** THE RECORDS follows **

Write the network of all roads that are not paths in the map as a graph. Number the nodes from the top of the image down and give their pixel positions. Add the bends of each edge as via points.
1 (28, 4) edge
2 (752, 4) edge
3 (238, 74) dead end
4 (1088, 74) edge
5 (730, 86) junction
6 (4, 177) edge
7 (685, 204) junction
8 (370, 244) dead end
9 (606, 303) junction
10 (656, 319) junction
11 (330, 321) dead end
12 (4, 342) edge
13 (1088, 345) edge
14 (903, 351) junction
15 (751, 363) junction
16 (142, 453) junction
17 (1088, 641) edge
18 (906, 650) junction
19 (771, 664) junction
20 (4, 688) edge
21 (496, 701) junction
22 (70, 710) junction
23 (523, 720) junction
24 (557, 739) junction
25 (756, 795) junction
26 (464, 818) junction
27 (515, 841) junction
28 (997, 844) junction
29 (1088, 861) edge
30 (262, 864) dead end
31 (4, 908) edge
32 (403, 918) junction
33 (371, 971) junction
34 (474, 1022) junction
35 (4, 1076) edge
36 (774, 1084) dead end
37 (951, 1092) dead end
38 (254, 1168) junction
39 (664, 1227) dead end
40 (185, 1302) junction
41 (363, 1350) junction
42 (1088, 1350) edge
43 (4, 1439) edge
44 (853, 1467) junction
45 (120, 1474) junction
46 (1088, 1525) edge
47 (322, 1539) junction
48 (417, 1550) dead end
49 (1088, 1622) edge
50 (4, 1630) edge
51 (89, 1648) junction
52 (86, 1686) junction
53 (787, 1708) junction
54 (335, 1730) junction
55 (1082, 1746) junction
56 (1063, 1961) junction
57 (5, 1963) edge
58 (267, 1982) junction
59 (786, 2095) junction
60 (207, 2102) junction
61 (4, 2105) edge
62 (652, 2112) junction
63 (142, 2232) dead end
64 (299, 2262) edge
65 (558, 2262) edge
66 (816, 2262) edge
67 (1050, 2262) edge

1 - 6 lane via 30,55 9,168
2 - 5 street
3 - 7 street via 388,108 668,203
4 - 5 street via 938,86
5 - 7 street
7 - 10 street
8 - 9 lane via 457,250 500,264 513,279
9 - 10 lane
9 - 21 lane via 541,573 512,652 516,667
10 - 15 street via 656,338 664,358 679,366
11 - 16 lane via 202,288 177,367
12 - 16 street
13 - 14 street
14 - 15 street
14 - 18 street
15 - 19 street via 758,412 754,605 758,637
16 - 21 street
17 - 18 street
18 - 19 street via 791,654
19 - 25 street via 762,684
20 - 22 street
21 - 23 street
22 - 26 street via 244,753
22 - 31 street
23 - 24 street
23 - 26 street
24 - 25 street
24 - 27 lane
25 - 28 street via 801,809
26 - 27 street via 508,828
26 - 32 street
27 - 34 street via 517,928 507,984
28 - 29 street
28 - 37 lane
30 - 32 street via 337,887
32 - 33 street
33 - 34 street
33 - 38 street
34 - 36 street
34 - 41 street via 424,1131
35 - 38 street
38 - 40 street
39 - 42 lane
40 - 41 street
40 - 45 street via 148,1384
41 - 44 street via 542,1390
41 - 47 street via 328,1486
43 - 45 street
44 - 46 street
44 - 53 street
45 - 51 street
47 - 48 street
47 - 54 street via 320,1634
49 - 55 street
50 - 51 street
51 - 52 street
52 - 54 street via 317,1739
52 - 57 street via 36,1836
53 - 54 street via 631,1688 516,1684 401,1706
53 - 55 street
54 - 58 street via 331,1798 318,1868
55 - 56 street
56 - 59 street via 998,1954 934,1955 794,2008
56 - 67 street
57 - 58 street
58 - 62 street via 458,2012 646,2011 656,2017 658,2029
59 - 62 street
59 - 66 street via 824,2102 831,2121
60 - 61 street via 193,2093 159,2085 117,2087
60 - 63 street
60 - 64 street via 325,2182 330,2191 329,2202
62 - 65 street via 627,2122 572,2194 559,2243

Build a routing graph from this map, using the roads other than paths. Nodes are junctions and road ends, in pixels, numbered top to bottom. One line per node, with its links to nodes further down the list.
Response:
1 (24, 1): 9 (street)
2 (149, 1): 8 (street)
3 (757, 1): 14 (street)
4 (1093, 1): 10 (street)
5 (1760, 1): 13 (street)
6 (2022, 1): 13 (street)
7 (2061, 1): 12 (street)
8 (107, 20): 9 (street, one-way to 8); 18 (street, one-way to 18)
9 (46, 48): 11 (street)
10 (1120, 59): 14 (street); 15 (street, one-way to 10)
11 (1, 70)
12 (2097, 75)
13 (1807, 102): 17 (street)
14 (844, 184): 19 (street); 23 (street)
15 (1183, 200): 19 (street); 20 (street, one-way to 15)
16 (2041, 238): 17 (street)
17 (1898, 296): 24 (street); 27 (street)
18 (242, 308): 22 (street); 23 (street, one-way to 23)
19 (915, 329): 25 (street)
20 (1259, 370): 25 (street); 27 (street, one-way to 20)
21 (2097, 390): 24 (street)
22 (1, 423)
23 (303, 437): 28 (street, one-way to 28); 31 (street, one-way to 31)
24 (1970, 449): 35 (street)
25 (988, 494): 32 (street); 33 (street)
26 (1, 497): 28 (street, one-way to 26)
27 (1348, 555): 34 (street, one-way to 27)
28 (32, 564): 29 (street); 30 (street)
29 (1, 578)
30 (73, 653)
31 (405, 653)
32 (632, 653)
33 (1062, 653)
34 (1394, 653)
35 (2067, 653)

** End of THE RECORDS **

» TASK INSTRUCTIONS:
Output the complete data exactly as written.

» FINISHED TASK:
Write the network of all roads that are not paths in the map as a graph. Number the nodes from the top of the image down and give their pixel positions. Add the bends of each edge as via points.
1 (28, 4) edge
2 (752, 4) edge
3 (238, 74) dead end
4 (1088, 74) edge
5 (730, 86) junction
6 (4, 177) edge
7 (685, 204) junction
8 (370, 244) dead end
9 (606, 303) junction
10 (656, 319) junction
11 (330, 321) dead end
12 (4, 342) edge
13 (1088, 345) edge
14 (903, 351) junction
15 (751, 363) junction
16 (142, 453) junction
17 (1088, 641) edge
18 (906, 650) junction
19 (771, 664) junction
20 (4, 688) edge
21 (496, 701) junction
22 (70, 710) junction
23 (523, 720) junction
24 (557, 739) junction
25 (756, 795) junction
26 (464, 818) junction
27 (515, 841) junction
28 (997, 844) junction
29 (1088, 861) edge
30 (262, 864) dead end
31 (4, 908) edge
32 (403, 918) junction
33 (371, 971) junction
34 (474, 1022) junction
35 (4, 1076) edge
36 (774, 1084) dead end
37 (951, 1092) dead end
38 (254, 1168) junction
39 (664, 1227) dead end
40 (185, 1302) junction
41 (363, 1350) junction
42 (1088, 1350) edge
43 (4, 1439) edge
44 (853, 1467) junction
45 (120, 1474) junction
46 (1088, 1525) edge
47 (322, 1539) junction
48 (417, 1550) dead end
49 (1088, 1622) edge
50 (4, 1630) edge
51 (89, 1648) junction
52 (86, 1686) junction
53 (787, 1708) junction
54 (335, 1730) junction
55 (1082, 1746) junction
56 (1063, 1961) junction
57 (5, 1963) edge
58 (267, 1982) junction
59 (786, 2095) junction
60 (207, 2102) junction
61 (4, 2105) edge
62 (652, 2112) junction
63 (142, 2232) dead end
64 (299, 2262) edge
65 (558, 2262) edge
66 (816, 2262) edge
67 (1050, 2262) edge

1 - 6 lane via 30,55 9,168
2 - 5 street
3 - 7 street via 388,108 668,203
4 - 5 street via 938,86
5 - 7 street
7 - 10 street
8 - 9 lane via 457,250 500,264 513,279
9 - 10 lane
9 - 21 lane via 541,573 512,652 516,667
10 - 15 street via 656,338 664,358 679,366
11 - 16 lane via 202,288 177,367
12 - 16 street
13 - 14 street
14 - 15 street
14 - 18 street
15 - 19 street via 758,412 754,605 758,637
16 - 21 street
17 - 18 street
18 - 19 street via 791,654
19 - 25 street via 762,684
20 - 22 street
21 - 23 street
22 - 26 street via 244,753
22 - 31 street
23 - 24 street
23 - 26 street
24 - 25 street
24 - 27 lane
25 - 28 street via 801,809
26 - 27 street via 508,828
26 - 32 street
27 - 34 street via 517,928 507,984
28 - 29 street
28 - 37 lane
30 - 32 street via 337,887
32 - 33 street
33 - 34 street
33 - 38 street
34 - 36 street
34 - 41 street via 424,1131
35 - 38 street
38 - 40 street
39 - 42 lane
40 - 41 street
40 - 45 street via 148,1384
41 - 44 street via 542,1390
41 - 47 street via 328,1486
43 - 45 street
44 - 46 street
44 - 53 street
45 - 51 street
47 - 48 street
47 - 54 street via 320,1634
49 - 55 street
50 - 51 street
51 - 52 street
52 - 54 street via 317,1739
52 - 57 street via 36,1836
53 - 54 street via 631,1688 516,1684 401,1706
53 - 55 street
54 - 58 street via 331,1798 318,1868
55 - 56 street
56 - 59 street via 998,1954 934,1955 794,2008
56 - 67 street
57 - 58 street
58 - 62 street via 458,2012 646,2011 656,2017 658,2029
59 - 62 street
59 - 66 street via 824,2102 831,2121
60 - 61 street via 193,2093 159,2085 117,2087
60 - 63 street
60 - 64 street via 325,2182 330,2191 329,2202
62 - 65 street via 627,2122 572,2194 559,2243

Build a routing graph from this map, using the roads other than paths. Nodes are junctions and road ends, in pixels, numbered top to bottom. One line per node, with its links to nodes further down the list.
Response:
1 (24, 1): 9 (street)
2 (149, 1): 8 (street)
3 (757, 1): 14 (street)
4 (1093, 1): 10 (street)
5 (1760, 1): 13 (street)
6 (2022, 1): 13 (street)
7 (2061, 1): 12 (street)
8 (107, 20): 9 (street, one-way to 8); 18 (street, one-way to 18)
9 (46, 48): 11 (street)
10 (1120, 59): 14 (street); 15 (street, one-way to 10)
11 (1, 70)
12 (2097, 75)
13 (1807, 102): 17 (street)
14 (844, 184): 19 (street); 23 (street)
15 (1183, 200): 19 (street); 20 (street, one-way to 15)
16 (2041, 238): 17 (street)
17 (1898, 296): 24 (street); 27 (street)
18 (242, 308): 22 (street); 23 (street, one-way to 23)
19 (915, 329): 25 (street)
20 (1259, 370): 25 (street); 27 (street, one-way to 20)
21 (2097, 390): 24 (street)
22 (1, 423)
23 (303, 437): 28 (street, one-way to 28); 31 (street, one-way to 31)
24 (1970, 449): 35 (street)
25 (988, 494): 32 (street); 33 (street)
26 (1, 497): 28 (street, one-way to 26)
27 (1348, 555): 34 (street, one-way to 27)
28 (32, 564): 29 (street); 30 (street)
29 (1, 578)
30 (73, 653)
31 (405, 653)
32 (632, 653)
33 (1062, 653)
34 (1394, 653)
35 (2067, 653)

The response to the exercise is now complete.